**Task goal:** Report every line below that carries the word "controls".

**Source material:**
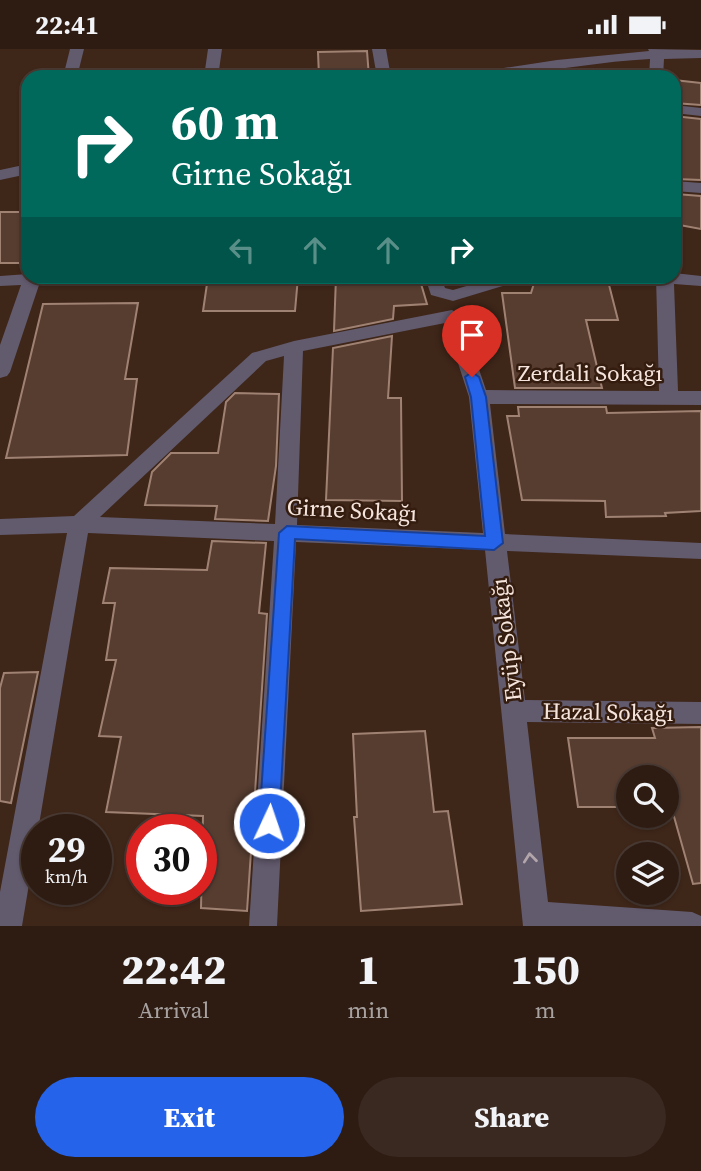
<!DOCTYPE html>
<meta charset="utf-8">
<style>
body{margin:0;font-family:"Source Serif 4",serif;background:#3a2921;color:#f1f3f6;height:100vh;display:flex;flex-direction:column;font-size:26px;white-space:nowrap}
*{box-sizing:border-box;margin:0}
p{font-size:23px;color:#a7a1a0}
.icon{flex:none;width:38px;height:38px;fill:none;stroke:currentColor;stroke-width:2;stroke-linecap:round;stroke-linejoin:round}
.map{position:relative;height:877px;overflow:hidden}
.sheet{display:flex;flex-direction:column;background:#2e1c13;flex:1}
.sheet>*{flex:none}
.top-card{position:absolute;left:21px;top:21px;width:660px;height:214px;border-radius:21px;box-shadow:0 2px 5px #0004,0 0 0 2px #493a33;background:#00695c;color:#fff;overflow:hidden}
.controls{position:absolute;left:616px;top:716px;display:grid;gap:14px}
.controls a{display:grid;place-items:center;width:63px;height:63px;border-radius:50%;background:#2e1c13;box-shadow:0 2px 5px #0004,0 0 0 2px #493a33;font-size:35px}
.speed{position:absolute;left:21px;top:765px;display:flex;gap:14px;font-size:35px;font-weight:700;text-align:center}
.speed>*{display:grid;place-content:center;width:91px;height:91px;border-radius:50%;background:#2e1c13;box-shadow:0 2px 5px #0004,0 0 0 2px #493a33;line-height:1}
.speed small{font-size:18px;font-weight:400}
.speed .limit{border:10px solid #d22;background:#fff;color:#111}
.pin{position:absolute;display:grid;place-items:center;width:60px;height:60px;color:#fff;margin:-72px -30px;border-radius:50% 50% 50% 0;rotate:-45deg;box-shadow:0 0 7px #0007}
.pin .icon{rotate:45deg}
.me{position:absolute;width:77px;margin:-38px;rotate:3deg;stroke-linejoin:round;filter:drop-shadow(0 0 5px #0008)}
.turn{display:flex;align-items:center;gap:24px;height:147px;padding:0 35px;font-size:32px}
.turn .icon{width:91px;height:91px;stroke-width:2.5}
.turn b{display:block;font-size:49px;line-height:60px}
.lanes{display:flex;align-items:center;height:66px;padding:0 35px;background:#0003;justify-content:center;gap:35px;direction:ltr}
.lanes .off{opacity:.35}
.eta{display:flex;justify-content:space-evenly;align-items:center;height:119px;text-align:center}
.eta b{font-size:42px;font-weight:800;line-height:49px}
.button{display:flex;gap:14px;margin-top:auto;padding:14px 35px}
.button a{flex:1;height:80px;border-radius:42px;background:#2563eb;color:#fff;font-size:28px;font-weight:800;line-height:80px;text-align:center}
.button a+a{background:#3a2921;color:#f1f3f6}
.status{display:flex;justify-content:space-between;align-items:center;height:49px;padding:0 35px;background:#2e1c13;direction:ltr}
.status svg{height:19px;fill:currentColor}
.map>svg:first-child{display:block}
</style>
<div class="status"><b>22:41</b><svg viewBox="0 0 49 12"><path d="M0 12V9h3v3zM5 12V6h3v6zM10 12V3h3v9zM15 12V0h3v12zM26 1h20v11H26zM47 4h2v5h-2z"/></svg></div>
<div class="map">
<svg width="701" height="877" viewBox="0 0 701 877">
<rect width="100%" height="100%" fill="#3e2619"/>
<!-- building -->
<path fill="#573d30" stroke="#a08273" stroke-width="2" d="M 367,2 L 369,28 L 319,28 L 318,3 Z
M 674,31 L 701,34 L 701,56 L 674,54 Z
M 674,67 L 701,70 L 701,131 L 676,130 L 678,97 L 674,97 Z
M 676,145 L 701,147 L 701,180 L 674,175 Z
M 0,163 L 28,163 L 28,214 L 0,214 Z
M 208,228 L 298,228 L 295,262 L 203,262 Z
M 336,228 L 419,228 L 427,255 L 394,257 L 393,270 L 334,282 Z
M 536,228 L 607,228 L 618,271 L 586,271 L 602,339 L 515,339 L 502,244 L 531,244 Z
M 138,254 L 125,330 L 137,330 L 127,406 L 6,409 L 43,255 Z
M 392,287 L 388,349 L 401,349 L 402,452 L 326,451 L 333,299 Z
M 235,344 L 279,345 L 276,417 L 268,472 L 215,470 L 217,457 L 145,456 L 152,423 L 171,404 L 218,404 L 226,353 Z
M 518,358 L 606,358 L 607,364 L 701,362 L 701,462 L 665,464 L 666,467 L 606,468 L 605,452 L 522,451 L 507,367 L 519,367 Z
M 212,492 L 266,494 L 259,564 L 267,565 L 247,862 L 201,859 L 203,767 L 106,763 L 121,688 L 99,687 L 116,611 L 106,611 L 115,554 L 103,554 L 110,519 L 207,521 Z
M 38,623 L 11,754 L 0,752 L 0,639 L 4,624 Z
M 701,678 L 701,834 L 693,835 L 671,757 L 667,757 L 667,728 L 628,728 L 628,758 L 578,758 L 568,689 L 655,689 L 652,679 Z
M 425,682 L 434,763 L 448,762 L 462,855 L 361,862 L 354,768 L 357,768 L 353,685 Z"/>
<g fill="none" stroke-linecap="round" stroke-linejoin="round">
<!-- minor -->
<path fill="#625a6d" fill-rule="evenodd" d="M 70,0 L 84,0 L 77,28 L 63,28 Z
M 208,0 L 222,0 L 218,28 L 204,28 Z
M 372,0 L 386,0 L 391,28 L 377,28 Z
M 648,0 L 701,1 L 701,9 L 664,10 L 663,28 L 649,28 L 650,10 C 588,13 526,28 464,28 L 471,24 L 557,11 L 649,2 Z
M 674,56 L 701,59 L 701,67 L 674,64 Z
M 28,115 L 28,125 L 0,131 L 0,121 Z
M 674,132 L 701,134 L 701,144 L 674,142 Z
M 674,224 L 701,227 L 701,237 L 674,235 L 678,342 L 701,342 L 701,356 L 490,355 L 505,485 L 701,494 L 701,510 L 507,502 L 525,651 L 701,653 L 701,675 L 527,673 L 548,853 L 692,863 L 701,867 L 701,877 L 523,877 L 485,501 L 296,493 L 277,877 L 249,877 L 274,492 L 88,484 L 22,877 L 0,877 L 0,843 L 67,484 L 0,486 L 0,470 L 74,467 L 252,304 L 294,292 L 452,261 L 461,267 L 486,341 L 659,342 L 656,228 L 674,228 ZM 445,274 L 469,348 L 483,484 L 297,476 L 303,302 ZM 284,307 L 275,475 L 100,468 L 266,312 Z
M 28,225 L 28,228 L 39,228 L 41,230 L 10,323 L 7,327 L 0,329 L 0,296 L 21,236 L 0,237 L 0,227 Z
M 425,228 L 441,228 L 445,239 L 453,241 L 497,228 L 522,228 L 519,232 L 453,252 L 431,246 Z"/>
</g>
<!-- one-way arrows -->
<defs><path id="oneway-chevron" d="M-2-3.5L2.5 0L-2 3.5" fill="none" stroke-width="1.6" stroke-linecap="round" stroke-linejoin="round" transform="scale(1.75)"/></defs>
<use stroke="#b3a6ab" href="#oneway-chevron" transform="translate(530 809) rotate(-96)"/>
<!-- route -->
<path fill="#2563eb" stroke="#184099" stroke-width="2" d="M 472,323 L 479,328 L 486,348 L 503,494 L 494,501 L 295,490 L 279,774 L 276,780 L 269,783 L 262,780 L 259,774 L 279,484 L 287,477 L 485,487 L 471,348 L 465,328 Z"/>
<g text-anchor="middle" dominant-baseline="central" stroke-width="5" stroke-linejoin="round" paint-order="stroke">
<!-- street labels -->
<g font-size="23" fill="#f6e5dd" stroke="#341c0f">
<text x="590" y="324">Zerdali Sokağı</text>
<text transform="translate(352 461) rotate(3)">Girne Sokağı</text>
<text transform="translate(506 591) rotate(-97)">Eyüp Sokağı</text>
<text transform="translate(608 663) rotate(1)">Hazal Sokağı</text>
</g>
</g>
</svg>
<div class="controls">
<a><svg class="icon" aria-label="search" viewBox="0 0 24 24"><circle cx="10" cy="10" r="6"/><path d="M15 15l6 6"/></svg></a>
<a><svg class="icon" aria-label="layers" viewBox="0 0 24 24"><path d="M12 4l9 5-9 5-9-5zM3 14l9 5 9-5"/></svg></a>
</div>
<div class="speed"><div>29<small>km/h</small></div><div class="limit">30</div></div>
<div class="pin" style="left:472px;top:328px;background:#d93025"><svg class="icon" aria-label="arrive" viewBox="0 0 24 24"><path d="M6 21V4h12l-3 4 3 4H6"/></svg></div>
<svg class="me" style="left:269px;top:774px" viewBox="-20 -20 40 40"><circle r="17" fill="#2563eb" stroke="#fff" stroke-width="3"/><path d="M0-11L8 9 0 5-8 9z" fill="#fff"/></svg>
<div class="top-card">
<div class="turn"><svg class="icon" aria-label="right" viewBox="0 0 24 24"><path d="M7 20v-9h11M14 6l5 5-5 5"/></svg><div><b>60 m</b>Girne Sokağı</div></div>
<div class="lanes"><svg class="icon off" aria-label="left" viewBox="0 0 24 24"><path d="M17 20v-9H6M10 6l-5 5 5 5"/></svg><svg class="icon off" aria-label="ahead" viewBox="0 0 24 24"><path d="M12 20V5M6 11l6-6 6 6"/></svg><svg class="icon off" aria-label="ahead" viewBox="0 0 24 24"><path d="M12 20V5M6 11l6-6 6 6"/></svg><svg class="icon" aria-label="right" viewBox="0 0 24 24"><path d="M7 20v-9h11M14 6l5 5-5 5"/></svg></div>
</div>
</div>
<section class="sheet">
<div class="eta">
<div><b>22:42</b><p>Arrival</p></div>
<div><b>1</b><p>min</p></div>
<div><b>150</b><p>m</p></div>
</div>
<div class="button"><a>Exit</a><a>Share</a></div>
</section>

==

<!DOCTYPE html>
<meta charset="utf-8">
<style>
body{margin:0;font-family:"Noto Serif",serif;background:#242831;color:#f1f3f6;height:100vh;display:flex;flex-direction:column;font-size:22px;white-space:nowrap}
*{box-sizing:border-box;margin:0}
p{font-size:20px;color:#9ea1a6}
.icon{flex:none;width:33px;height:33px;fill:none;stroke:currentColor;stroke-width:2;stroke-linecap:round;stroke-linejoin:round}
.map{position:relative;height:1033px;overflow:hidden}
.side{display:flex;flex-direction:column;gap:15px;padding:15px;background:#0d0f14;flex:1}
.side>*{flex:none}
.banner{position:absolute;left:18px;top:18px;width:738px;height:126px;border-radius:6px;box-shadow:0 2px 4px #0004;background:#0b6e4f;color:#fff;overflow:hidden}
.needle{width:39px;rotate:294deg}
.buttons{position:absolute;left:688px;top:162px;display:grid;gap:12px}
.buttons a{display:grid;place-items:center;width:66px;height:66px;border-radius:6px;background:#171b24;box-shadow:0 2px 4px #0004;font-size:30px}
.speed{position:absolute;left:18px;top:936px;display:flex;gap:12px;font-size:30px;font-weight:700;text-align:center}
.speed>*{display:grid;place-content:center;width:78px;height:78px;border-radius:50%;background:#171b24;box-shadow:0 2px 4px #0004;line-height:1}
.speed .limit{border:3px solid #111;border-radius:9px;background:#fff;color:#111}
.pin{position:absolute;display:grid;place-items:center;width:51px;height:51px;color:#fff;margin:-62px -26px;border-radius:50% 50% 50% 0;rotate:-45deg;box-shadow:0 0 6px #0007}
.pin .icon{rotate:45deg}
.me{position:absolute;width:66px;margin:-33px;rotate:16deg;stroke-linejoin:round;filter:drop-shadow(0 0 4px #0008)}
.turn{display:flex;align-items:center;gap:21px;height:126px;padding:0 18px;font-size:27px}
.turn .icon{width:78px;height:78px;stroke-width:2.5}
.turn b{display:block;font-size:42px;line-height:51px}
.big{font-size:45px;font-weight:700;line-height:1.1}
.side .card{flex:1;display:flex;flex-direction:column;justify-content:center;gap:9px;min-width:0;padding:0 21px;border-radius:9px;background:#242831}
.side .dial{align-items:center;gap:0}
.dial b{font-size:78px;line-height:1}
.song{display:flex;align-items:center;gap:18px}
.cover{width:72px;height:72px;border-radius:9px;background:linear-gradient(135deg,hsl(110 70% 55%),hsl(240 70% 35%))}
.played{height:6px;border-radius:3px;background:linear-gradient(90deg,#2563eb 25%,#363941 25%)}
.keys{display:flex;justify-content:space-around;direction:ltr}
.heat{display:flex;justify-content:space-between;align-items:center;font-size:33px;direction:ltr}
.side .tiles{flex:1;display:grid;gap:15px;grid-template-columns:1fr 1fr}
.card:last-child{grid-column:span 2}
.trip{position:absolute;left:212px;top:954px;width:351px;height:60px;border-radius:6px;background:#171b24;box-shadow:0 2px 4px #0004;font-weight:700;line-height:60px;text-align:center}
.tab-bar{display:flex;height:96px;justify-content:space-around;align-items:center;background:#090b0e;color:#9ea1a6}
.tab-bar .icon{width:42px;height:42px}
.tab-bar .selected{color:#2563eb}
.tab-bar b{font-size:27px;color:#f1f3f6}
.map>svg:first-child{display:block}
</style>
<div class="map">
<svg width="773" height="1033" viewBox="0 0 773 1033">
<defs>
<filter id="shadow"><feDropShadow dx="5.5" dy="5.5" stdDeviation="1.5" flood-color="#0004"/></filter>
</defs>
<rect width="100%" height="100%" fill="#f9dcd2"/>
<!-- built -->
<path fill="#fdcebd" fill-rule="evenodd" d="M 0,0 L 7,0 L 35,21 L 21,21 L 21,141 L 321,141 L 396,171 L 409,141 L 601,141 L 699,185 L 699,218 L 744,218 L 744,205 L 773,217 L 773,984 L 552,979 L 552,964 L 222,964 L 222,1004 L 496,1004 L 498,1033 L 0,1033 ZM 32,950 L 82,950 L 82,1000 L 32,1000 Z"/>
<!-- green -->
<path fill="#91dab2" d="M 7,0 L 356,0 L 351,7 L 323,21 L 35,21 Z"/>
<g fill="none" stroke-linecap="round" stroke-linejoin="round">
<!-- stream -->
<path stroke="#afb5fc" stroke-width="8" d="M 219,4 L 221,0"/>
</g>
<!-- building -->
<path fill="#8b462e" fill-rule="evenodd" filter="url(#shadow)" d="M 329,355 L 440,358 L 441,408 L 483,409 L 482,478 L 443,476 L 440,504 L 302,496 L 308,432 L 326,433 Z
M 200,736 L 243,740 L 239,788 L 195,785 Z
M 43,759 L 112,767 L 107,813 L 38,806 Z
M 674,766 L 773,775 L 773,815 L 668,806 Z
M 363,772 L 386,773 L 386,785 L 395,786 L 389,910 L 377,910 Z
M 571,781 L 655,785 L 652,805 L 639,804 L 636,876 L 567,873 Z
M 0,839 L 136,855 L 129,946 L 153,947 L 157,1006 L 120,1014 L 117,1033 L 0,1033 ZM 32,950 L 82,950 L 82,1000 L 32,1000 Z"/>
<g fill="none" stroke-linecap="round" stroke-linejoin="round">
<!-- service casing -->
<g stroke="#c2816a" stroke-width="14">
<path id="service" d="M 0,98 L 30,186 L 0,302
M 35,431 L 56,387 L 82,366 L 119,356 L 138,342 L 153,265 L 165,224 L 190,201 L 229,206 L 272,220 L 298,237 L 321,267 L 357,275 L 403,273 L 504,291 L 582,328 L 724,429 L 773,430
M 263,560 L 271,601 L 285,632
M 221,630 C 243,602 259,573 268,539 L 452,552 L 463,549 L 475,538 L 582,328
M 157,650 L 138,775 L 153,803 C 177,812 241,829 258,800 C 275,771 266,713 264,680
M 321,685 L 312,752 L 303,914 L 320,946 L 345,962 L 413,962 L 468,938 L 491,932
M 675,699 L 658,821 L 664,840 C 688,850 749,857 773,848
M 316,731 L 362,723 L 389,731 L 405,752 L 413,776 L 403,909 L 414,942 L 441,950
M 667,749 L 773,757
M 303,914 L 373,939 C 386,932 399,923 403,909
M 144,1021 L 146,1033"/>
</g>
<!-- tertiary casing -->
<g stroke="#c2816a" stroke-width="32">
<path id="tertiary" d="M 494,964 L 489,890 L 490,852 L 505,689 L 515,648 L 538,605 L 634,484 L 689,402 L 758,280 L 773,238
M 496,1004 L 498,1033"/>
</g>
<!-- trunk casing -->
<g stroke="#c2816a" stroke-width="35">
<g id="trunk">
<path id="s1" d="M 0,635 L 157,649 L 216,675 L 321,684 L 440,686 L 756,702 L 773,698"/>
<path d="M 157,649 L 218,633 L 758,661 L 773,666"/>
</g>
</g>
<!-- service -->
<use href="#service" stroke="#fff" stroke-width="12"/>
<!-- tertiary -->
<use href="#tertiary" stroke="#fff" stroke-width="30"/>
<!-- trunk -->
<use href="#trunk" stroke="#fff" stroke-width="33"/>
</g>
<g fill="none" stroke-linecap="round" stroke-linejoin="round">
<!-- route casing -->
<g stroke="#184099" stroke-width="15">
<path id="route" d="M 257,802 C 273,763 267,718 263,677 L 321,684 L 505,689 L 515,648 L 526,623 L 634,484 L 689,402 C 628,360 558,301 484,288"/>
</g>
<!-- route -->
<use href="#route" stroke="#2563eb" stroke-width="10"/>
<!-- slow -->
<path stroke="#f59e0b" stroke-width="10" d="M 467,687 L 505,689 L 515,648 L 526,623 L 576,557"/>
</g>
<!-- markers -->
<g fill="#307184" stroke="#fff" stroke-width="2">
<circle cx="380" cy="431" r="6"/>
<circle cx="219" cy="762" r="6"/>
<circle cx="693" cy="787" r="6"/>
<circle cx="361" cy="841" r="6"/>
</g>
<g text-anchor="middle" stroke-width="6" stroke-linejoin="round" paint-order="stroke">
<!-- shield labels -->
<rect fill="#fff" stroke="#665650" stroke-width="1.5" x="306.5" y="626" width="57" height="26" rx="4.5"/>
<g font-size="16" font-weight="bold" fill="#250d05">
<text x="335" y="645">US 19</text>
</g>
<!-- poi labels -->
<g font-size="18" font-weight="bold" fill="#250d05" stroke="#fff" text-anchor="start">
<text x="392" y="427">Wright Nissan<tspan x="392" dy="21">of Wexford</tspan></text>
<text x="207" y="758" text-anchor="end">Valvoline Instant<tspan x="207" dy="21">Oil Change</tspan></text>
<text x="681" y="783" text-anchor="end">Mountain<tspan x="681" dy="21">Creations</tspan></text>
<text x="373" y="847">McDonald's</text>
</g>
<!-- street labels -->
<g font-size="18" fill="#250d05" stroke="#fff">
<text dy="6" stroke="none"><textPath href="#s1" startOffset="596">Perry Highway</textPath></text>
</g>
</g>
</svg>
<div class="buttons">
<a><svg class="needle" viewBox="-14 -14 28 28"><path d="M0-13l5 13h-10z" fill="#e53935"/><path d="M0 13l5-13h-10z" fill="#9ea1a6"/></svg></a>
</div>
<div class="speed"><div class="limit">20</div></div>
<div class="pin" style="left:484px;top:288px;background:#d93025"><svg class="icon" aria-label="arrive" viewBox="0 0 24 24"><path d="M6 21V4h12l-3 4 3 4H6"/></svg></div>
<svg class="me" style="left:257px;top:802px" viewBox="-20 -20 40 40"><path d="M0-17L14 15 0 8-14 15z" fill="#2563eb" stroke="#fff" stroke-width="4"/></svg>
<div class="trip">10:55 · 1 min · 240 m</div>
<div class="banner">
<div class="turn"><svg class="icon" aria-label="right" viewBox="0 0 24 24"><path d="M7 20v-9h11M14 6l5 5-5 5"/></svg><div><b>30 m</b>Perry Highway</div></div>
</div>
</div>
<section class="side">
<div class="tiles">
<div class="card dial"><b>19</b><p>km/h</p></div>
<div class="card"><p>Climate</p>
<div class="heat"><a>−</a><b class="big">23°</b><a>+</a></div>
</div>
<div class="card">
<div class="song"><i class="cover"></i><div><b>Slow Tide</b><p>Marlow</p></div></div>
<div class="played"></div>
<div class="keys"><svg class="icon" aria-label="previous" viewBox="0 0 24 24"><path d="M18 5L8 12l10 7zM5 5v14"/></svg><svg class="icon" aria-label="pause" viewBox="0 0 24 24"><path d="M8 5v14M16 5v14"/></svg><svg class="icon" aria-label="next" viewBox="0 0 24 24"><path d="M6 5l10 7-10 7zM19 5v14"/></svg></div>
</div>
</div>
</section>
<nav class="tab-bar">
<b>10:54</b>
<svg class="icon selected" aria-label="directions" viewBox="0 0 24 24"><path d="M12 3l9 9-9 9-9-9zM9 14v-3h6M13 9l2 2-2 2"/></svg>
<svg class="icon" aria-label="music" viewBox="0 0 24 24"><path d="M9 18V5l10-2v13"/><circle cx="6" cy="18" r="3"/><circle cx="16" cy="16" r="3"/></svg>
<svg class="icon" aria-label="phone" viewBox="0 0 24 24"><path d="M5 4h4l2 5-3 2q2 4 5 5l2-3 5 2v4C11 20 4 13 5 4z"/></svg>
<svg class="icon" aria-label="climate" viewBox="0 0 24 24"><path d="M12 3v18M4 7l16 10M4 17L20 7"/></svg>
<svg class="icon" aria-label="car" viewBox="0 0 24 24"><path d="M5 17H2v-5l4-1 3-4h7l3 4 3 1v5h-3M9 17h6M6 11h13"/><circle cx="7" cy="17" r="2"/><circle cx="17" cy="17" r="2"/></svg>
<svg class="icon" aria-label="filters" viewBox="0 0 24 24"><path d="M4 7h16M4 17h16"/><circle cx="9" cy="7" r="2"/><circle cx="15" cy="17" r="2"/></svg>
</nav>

**Solution to the exercise:**
.controls{position:absolute;left:616px;top:716px;display:grid;gap:14px}
.controls a{display:grid;place-items:center;width:63px;height:63px;border-radius:50%;background:#2e1c13;box-shadow:0 2px 5px #0004,0 0 0 2px #493a33;font-size:35px}
<div class="controls">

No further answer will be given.